As we have seen, two short years later the locals managed to beat the Victorians at their own game, in the process confirming footy as the primary winter game in Tasmania.

So: “What has North Melbourne done for us?” Hobart could answer: “Nothing – apart from 1) helping to create the foundations of the game in Tasmania; 2) being the first Victorian team to visit Hobart; 3) improving the standard of play in Tasmania; and 4) confirming footy as the Tasmanian winter game!”

North Melbourne kept up its connection with Tasmania throughout the following century, returning a number of times, especially immediately before and after World War II. Other clubs might have visited more often and with more recent impact but North will always have the claim: we were there first!

2. Victorian Rules in Hobart: “the manly old English Game of Football”

It is worth pausing on two aspects of the ascendancy of Victorian Rules in Hobart in 1879. First and controversially, the association kept the crossbar: “to these (goal) posts shall be attached a horizontal bar, 10ft from the ground, over which the ball must be kicked to secure a goal.”

As the Mercury reported on 16 June, some felt these were,
words which make the so called adoption of the Victorian code a mockery and a delusion, the innovation being of so glaring a character as to entirely change the form of the play, and to rob it of its principal points of interest. The post of goal keeper, to which one of the coolest and steadiest was ever appointed, and which has been an object of aspiration as a place of trust, is at once swept away, while the occupation of the goal sneak – the quickest, sturdiest, and most alert of the forward players – is also gone. The changes consequent on the adoption of this single excrescence from the Rugby Union code are, however, too numerous for noting in detail.
The association executive was accused of being a “star chamber” that had added this rule after the general meeting had decided to adopt Victorian rules. And while that seems a fair criticism, this argument had its chance to be ironed out at subsequent meetings. It is telling that the Hobart footballers kept their crossbar until as late as 1884.

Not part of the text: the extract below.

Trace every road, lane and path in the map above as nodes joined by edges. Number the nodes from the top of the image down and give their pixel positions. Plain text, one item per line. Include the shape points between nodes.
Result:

In 1883, for example, the association’s
secretary reported that he had written to all the town clubs relative to altering the rules relating to the use of the crossbar and pushing, and had received replies from the whole of them, it being agreed by 136 members to 91 to keep the rules as at present.
In 1884, the Tasmania delegates to the intercolonial rules conference held in Melbourne argued for the installation of the crossbar in all colonies. According to the Mercury 13 May 1884, he was defeated by 9 votes to 6!

The second point relates to the idea of what game the participants thought they were playing. Had they adopted “a game of their own”? Were they reluctantly playing a Victorian intercolonial imposition? Did they care one way or the other? It’s hard enough to get the facts right never mind work out what was in the participants’ heads – though perhaps the following report gives us some idea.

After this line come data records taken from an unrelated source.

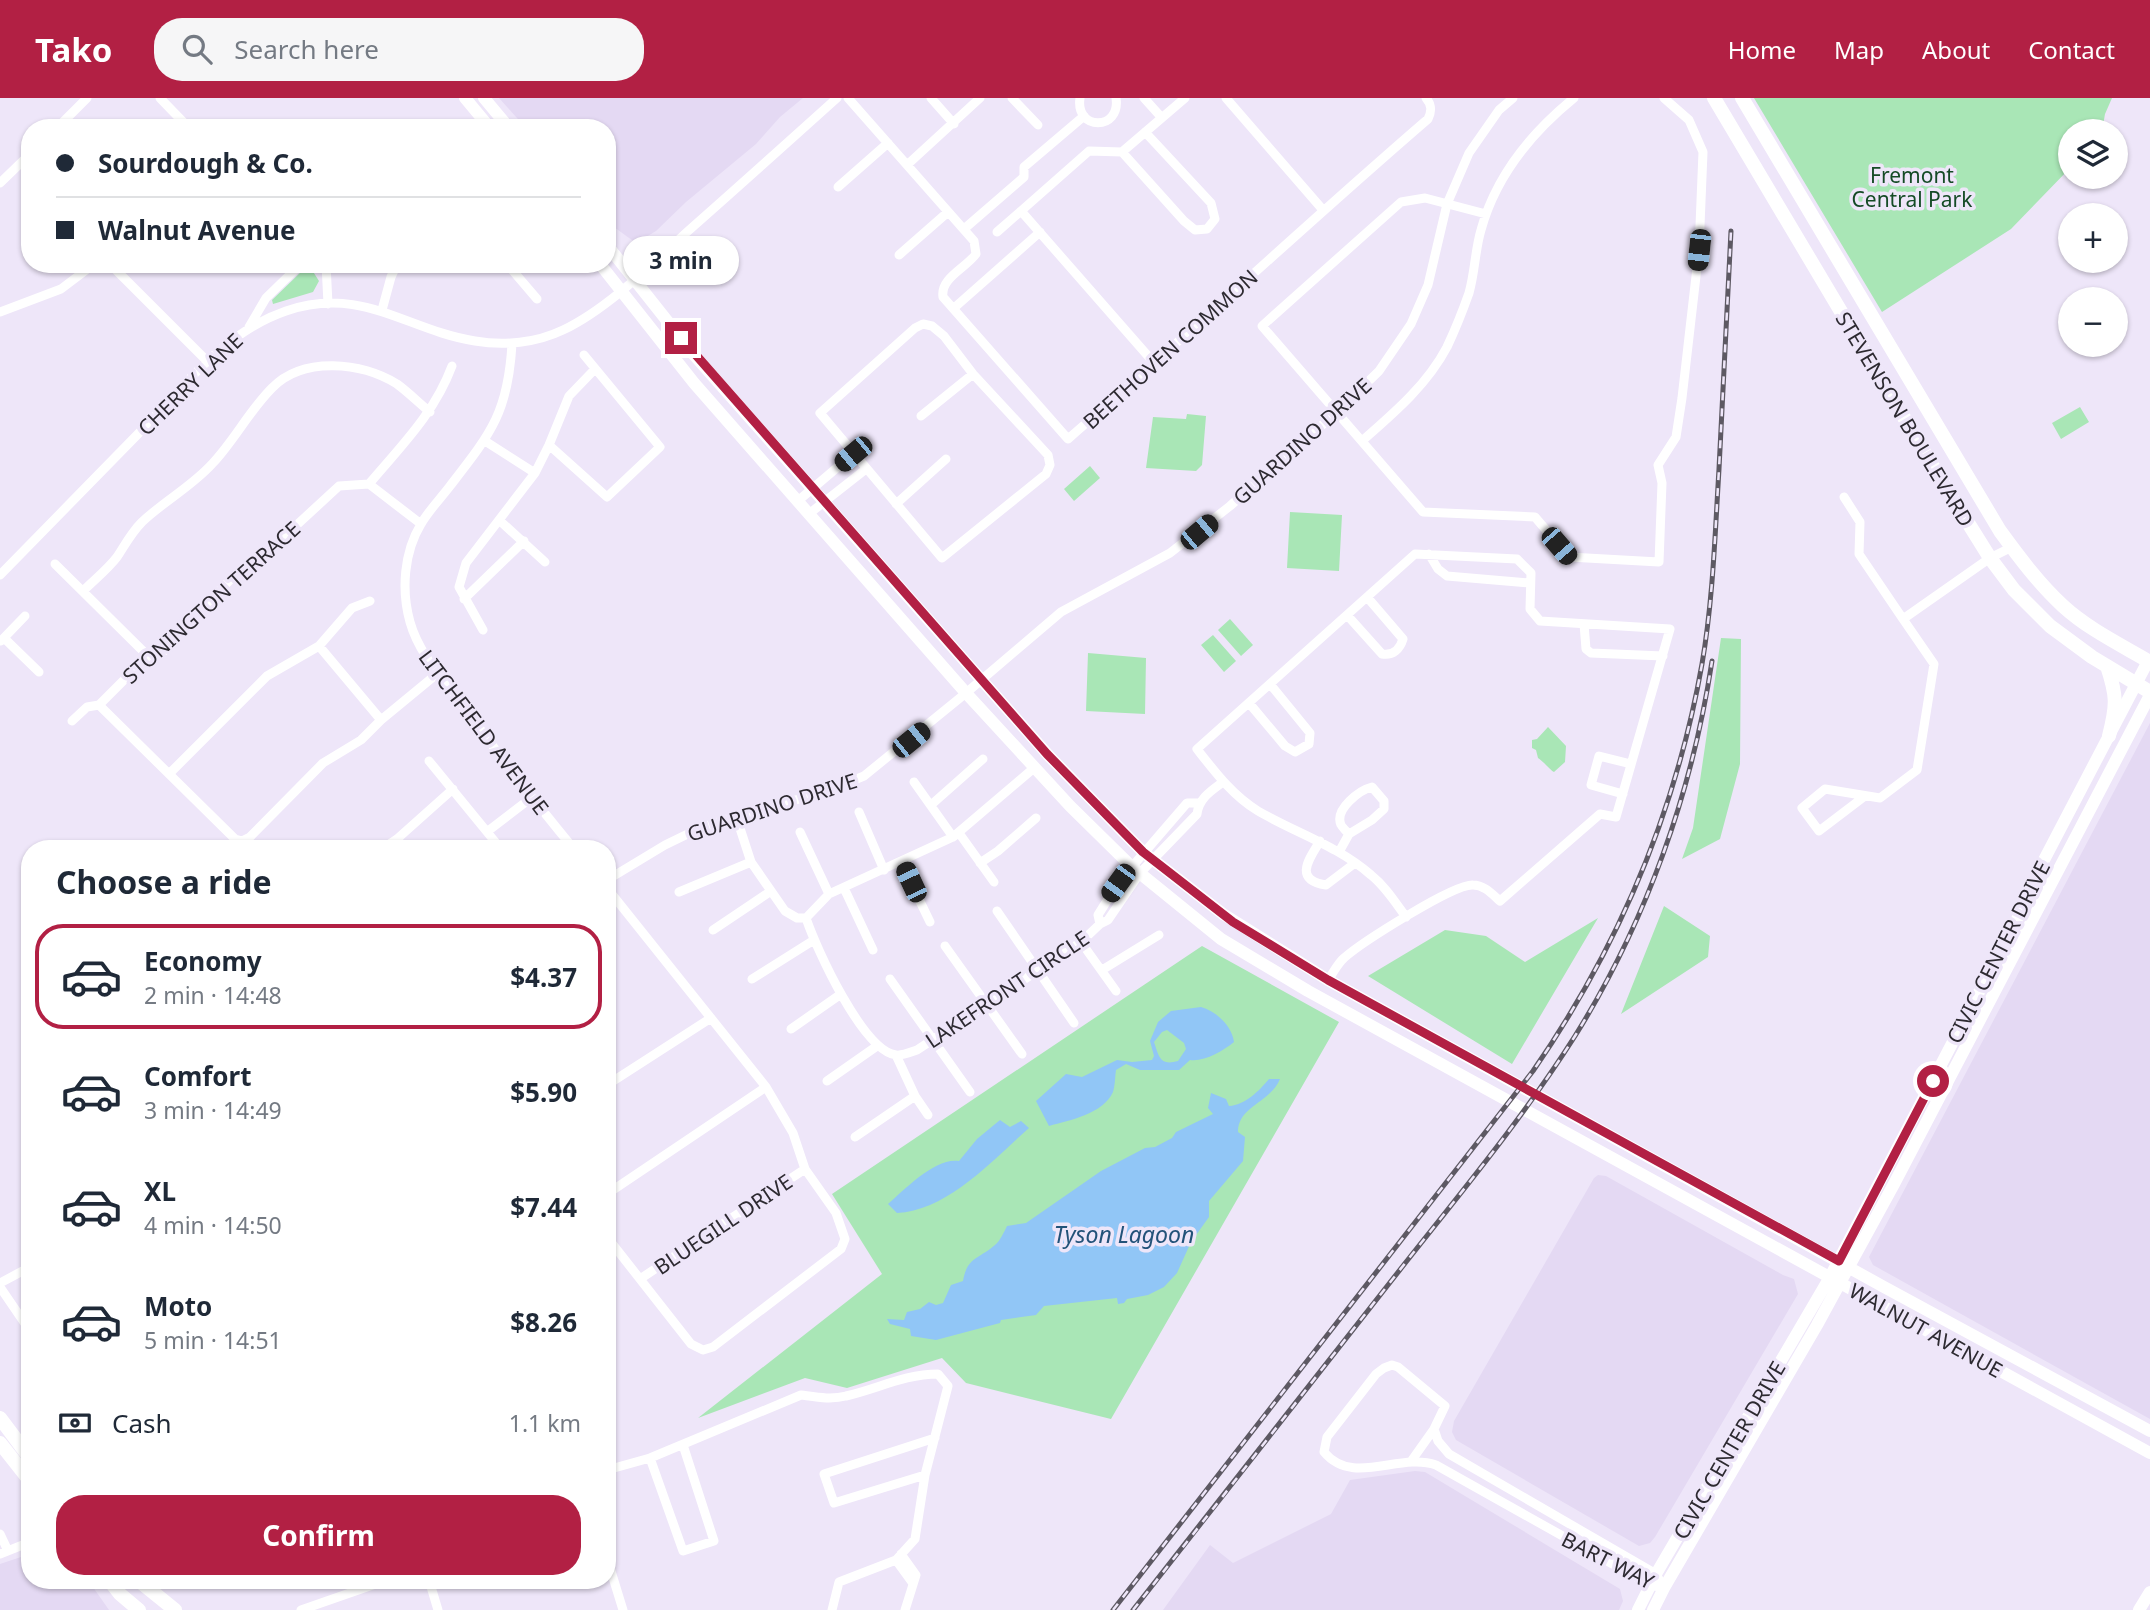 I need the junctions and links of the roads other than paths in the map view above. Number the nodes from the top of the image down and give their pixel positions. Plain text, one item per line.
1 (87, 98) edge
2 (160, 98) edge
3 (465, 98) edge
4 (484, 98) edge
5 (836, 98) edge
6 (848, 98) edge
7 (930, 98) edge
8 (980, 98) edge
9 (1013, 98) edge
10 (1080, 98) edge
11 (1116, 98) edge
12 (1144, 98) edge
13 (1185, 98) edge
14 (1226, 98) edge
15 (1426, 98) edge
16 (1513, 98) edge
17 (1574, 98) edge
18 (1664, 98) edge
19 (1714, 98) edge
20 (1742, 98) edge
21 (1084, 116) junction
22 (1162, 118) junction
23 (66, 119) edge
24 (180, 119) edge
25 (482, 119) edge
26 (502, 119) edge
27 (954, 124) junction
28 (1038, 125) dead end
29 (1145, 132) junction
30 (888, 143) junction
31 (1122, 152) junction
32 (21, 163) edge
33 (907, 165) junction
34 (0, 183) edge
35 (838, 187) dead end
36 (1447, 204) junction
37 (1323, 210) junction
38 (1021, 211) junction
39 (948, 212) junction
40 (1486, 214) junction
41 (964, 229) junction
42 (997, 232) dead end
43 (1040, 232) junction
44 (899, 255) dead end
45 (616, 256) edge
46 (82, 273) edge
47 (119, 273) edge
48 (292, 273) edge
49 (326, 273) edge
50 (393, 273) edge
51 (515, 273) edge
52 (607, 273) edge
53 (634, 279) junction
54 (621, 290) junction
55 (537, 299) dead end
56 (328, 303) junction
57 (954, 308) junction
58 (382, 310) junction
59 (0, 312) edge
60 (249, 328) junction
61 (512, 344) junction
62 (584, 355) dead end
63 (208, 362) junction
64 (1154, 364) junction
65 (452, 366) dead end
66 (595, 369) junction
67 (972, 374) junction
68 (430, 412) junction
69 (1337, 412) junction
70 (921, 416) dead end
71 (485, 440) junction
72 (1362, 441) junction
73 (549, 445) junction
74 (853, 454) junction
75 (946, 459) dead end
76 (866, 469) junction
77 (534, 473) junction
78 (369, 484) junction
79 (813, 488) junction
80 (1844, 498) dead end
81 (799, 500) junction
82 (825, 502) junction
83 (897, 504) junction
84 (810, 513) junction
85 (499, 520) junction
86 (421, 524) junction
87 (524, 541) junction
88 (2012, 547) junction
89 (1429, 554) junction
90 (1990, 558) junction
91 (545, 562) dead end
92 (55, 564) dead end
93 (0, 575) edge
94 (1530, 583) junction
95 (83, 591) junction
96 (1367, 597) junction
97 (464, 599) junction
98 (370, 601) dead end
99 (1347, 615) junction
100 (25, 616) dead end
101 (1903, 619) junction
102 (1584, 624) junction
103 (483, 630) dead end
104 (2, 640) edge
105 (319, 646) junction
106 (148, 656) junction
107 (1662, 656) junction
108 (2149, 660) edge
109 (2107, 666) junction
110 (38, 672) dead end
111 (438, 673) junction
112 (982, 680) junction
113 (1270, 684) junction
114 (2136, 684) junction
115 (966, 694) junction
116 (2150, 694) edge
117 (1249, 703) junction
118 (99, 705) junction
119 (2150, 718) edge
120 (382, 720) junction
121 (72, 721) dead end
122 (2109, 736) junction
123 (2128, 737) junction
124 (983, 759) dead end
125 (429, 761) dead end
126 (1631, 764) junction
127 (1034, 768) junction
128 (169, 774) junction
129 (914, 782) dead end
130 (1223, 782) junction
131 (453, 789) junction
132 (1623, 794) junction
133 (1865, 796) junction
134 (531, 798) junction
135 (1198, 803) junction
136 (931, 805) junction
137 (859, 812) dead end
138 (736, 816) junction
139 (1036, 818) dead end
140 (488, 831) junction
141 (800, 832) dead end
142 (1349, 834) junction
143 (956, 835) junction
144 (397, 839) edge
145 (237, 840) edge
146 (248, 840) edge
147 (494, 840) edge
148 (566, 840) edge
149 (1320, 841) junction
150 (1339, 852) junction
151 (1148, 856) junction
152 (751, 862) junction
153 (901, 862) junction
154 (980, 863) junction
155 (1356, 863) junction
156 (884, 870) junction
157 (1136, 870) junction
158 (616, 875) edge
159 (994, 882) dead end
160 (844, 888) junction
161 (771, 891) junction
162 (679, 892) dead end
163 (828, 894) junction
164 (616, 899) edge
165 (997, 911) dead end
166 (1406, 917) junction
167 (806, 918) junction
168 (930, 922) dead end
169 (713, 930) dead end
170 (1159, 935) dead end
171 (814, 940) junction
172 (1081, 942) junction
173 (945, 946) dead end
174 (873, 950) dead end
175 (1038, 969) junction
176 (1102, 970) junction
177 (752, 979) dead end
178 (890, 979) dead end
179 (1328, 980) junction
180 (1116, 991) dead end
181 (841, 994) junction
182 (985, 1004) junction
183 (711, 1018) junction
184 (1074, 1023) dead end
185 (791, 1030) dead end
186 (933, 1039) junction
187 (877, 1046) junction
188 (1021, 1054) dead end
189 (896, 1055) junction
190 (616, 1080) edge
191 (827, 1081) dead end
192 (766, 1087) junction
193 (970, 1092) dead end
194 (915, 1096) junction
195 (928, 1115) dead end
196 (855, 1138) dead end
197 (805, 1169) junction
198 (616, 1188) edge
199 (616, 1248) edge
200 (1844, 1264) junction
201 (21, 1272) edge
202 (640, 1279) junction
203 (1835, 1280) junction
204 (1, 1282) edge
205 (21, 1316) edge
206 (0, 1418) edge
207 (1434, 1429) junction
208 (2150, 1431) edge
209 (935, 1438) junction
210 (0, 1443) edge
211 (683, 1444) junction
212 (21, 1446) edge
213 (2150, 1453) edge
214 (650, 1458) junction
215 (1412, 1460) junction
216 (616, 1467) edge
217 (21, 1470) edge
218 (925, 1475) junction
219 (0, 1534) edge
220 (21, 1545) edge
221 (4, 1552) edge
222 (898, 1557) junction
223 (1653, 1580) junction
224 (616, 1587) edge
225 (1664, 1588) junction
226 (116, 1589) edge
227 (149, 1589) edge
228 (361, 1589) edge
229 (432, 1589) edge
230 (2150, 1592) edge
231 (120, 1594) junction
232 (126, 1610) edge
233 (139, 1610) edge
234 (175, 1610) edge
235 (301, 1610) edge
236 (438, 1610) edge
237 (623, 1610) edge
238 (832, 1610) edge
239 (905, 1610) edge
240 (1638, 1610) edge
241 (1653, 1610) edge
242 (2139, 1610) edge

1 - 23 street
2 - 24 street
3 - 25 main road
4 - 26 main road
5 - 53 street, CHERRY LANE
6 - 30 street
7 - 27 street
8 - 27 street
9 - 28 street
10 - 21 street
11 - 21 street
12 - 22 street
13 - 22 street
14 - 37 street
15 - 37 street, BEETHOVEN COMMON
16 - 36 street, GUARDINO DRIVE
17 - 40 street
18 - 72 street
19 - 90 main road, STEVENSON BOULEVARD
20 - 88 main road, STEVENSON BOULEVARD
21 - 41 street
22 - 29 street
27 - 33 street
29 - 31 street
29 - 31 street
30 - 33 street
30 - 35 street
31 - 38 street
32 - 34 street
33 - 39 street
36 - 40 street
36 - 69 street, GUARDINO DRIVE
36 - 69 street
37 - 64 street, BEETHOVEN COMMON
38 - 42 street
38 - 43 street
39 - 41 street
39 - 44 street
40 - 72 street
41 - 57 street
43 - 57 street
43 - 64 street
45 - 53 main road, WALNUT AVENUE
46 - 59 street
47 - 63 street
48 - 60 street
49 - 56 street
50 - 58 street
51 - 55 street
52 - 54 main road, WALNUT AVENUE
53 - 54 street, CHERRY LANE
53 - 79 main road, WALNUT AVENUE
54 - 61 street, CHERRY LANE
54 - 81 main road, WALNUT AVENUE
56 - 58 street, CHERRY LANE
56 - 60 street, CHERRY LANE
57 - 64 street, BEETHOVEN COMMON
58 - 61 street, CHERRY LANE
60 - 63 street, CHERRY LANE
61 - 71 street, LITCHFIELD AVENUE
62 - 66 street
63 - 93 street, CHERRY LANE
65 - 68 street
66 - 73 street
66 - 73 street
67 - 70 street
67 - 74 street
67 - 83 street
68 - 78 street
68 - 95 street
69 - 72 street
69 - 112 street, GUARDINO DRIVE
71 - 77 street
71 - 86 street, LITCHFIELD AVENUE
73 - 77 street
74 - 76 street
74 - 79 street
75 - 83 street
76 - 82 street
76 - 83 street
77 - 85 street
78 - 86 street
78 - 106 street, STONINGTON TERRACE
79 - 81 street
79 - 82 main road, WALNUT AVENUE
80 - 101 street
81 - 84 main road, WALNUT AVENUE
82 - 84 street
82 - 112 main road, WALNUT AVENUE
84 - 115 main road, WALNUT AVENUE
85 - 87 street
85 - 97 street
86 - 111 street, LITCHFIELD AVENUE
87 - 91 street
87 - 97 street
88 - 90 street
88 - 108 main road, STEVENSON BOULEVARD
89 - 94 street
89 - 94 street
89 - 96 street
90 - 101 street
90 - 109 main road, STEVENSON BOULEVARD
92 - 95 street
94 - 102 street
95 - 106 street
96 - 99 street
96 - 99 street
97 - 103 street
98 - 105 street
99 - 113 street
100 - 104 street
101 - 133 street
102 - 107 street
102 - 107 street
104 - 110 street
105 - 120 street
105 - 128 street
106 - 118 street, STONINGTON TERRACE
107 - 126 street
108 - 114 main road, CIVIC CENTER DRIVE
109 - 114 main road, STEVENSON BOULEVARD
109 - 122 main road
111 - 120 street
111 - 134 street, LITCHFIELD AVENUE
112 - 115 street, GUARDINO DRIVE
112 - 151 main road, WALNUT AVENUE
113 - 117 street
113 - 117 street
114 - 116 main road, STEVENSON BOULEVARD
114 - 122 main road, CIVIC CENTER DRIVE
115 - 127 main road, WALNUT AVENUE
115 - 138 street, GUARDINO DRIVE
116 - 123 main road, CIVIC CENTER DRIVE
117 - 130 street
118 - 121 street, STONINGTON TERRACE
118 - 128 street
119 - 123 main road
120 - 146 street
122 - 200 main road, CIVIC CENTER DRIVE
123 - 200 main road, CIVIC CENTER DRIVE
124 - 136 street
125 - 131 street
126 - 132 street
126 - 132 street
127 - 143 street
127 - 157 main road, WALNUT AVENUE
128 - 145 street
129 - 136 street
130 - 135 street
130 - 149 street
131 - 140 street
131 - 144 street
132 - 166 street
133 - 133 street
134 - 140 street
134 - 148 street, LITCHFIELD AVENUE
135 - 151 street
135 - 151 street
136 - 143 street
137 - 156 street
138 - 152 street
138 - 158 street, GUARDINO DRIVE
139 - 154 street
140 - 147 street
141 - 163 street
142 - 142 street
142 - 150 street
143 - 153 street
143 - 154 street
149 - 150 street
149 - 155 street
150 - 155 street
151 - 157 street, LAKEFRONT CIRCLE
151 - 179 main road, WALNUT AVENUE
152 - 161 street
152 - 162 street
153 - 156 street
153 - 168 street
154 - 159 street
155 - 166 street
156 - 160 street
157 - 172 street, LAKEFRONT CIRCLE
157 - 203 main road, WALNUT AVENUE
160 - 163 street
160 - 174 street
161 - 167 street
161 - 169 street
163 - 167 street
164 - 183 street
165 - 175 street
166 - 179 street
167 - 171 street
170 - 176 street
171 - 177 street
171 - 181 street
172 - 175 street, LAKEFRONT CIRCLE
172 - 176 street
173 - 182 street
175 - 182 street, LAKEFRONT CIRCLE
175 - 184 street
176 - 180 street
178 - 186 street
179 - 200 main road, WALNUT AVENUE
181 - 185 street
181 - 187 street
182 - 186 street, LAKEFRONT CIRCLE
182 - 188 street
183 - 190 street
183 - 192 street
186 - 189 street, LAKEFRONT CIRCLE
186 - 193 street
187 - 189 street
187 - 191 street
189 - 194 street
192 - 197 street
192 - 198 street
194 - 195 street
194 - 196 street
197 - 202 street, BLUEGILL DRIVE
197 - 202 street
199 - 202 street
200 - 203 main road, CIVIC CENTER DRIVE
200 - 208 main road, WALNUT AVENUE
201 - 204 street
203 - 213 main road, WALNUT AVENUE
203 - 223 main road, CIVIC CENTER DRIVE
203 - 225 main road, CIVIC CENTER DRIVE
204 - 205 street
206 - 212 main road
207 - 215 street, BART WAY
207 - 215 street, BART WAY
207 - 223 street, BART WAY
209 - 211 street
209 - 218 street
209 - 218 street
210 - 217 main road
211 - 214 street
211 - 214 street
214 - 216 street
215 - 223 street, BART WAY
218 - 222 street
219 - 221 street
220 - 221 street
222 - 238 street
222 - 239 street
223 - 225 street, BART WAY
223 - 240 main road, CIVIC CENTER DRIVE
224 - 237 street
225 - 241 main road, CIVIC CENTER DRIVE
226 - 231 main road
227 - 234 main road
228 - 235 street
229 - 236 street
230 - 242 main road
231 - 232 main road
231 - 233 main road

At the end of the 1879 season a celebratory dinner was held in Hobart on 27 September. The footballers had settled most of their differences and unbeknownst to them were at the beginning of a long historical thread that continues today. The Mercury reports a number of speeches given that night:
Mr. GIBLIN proposed the toast of the evening, “Success to the Tasmanian Football Association.” (Loud and prolonged cheers.) There was not the least doubt that the game of football had taken such a hold of the young men of Hobart Town that season such as none of them could remember before. (Hear, hear.) It was a grand winter game. Many of them loved cricket with an intense love, but in our climate cricket could not be played all the year round, and there was no game to be compared to the manly old English game of football. (Cheers.)
Giblin, it seems, was fairly confident about the nature of the game in which they were participants. The response suggests others agreed.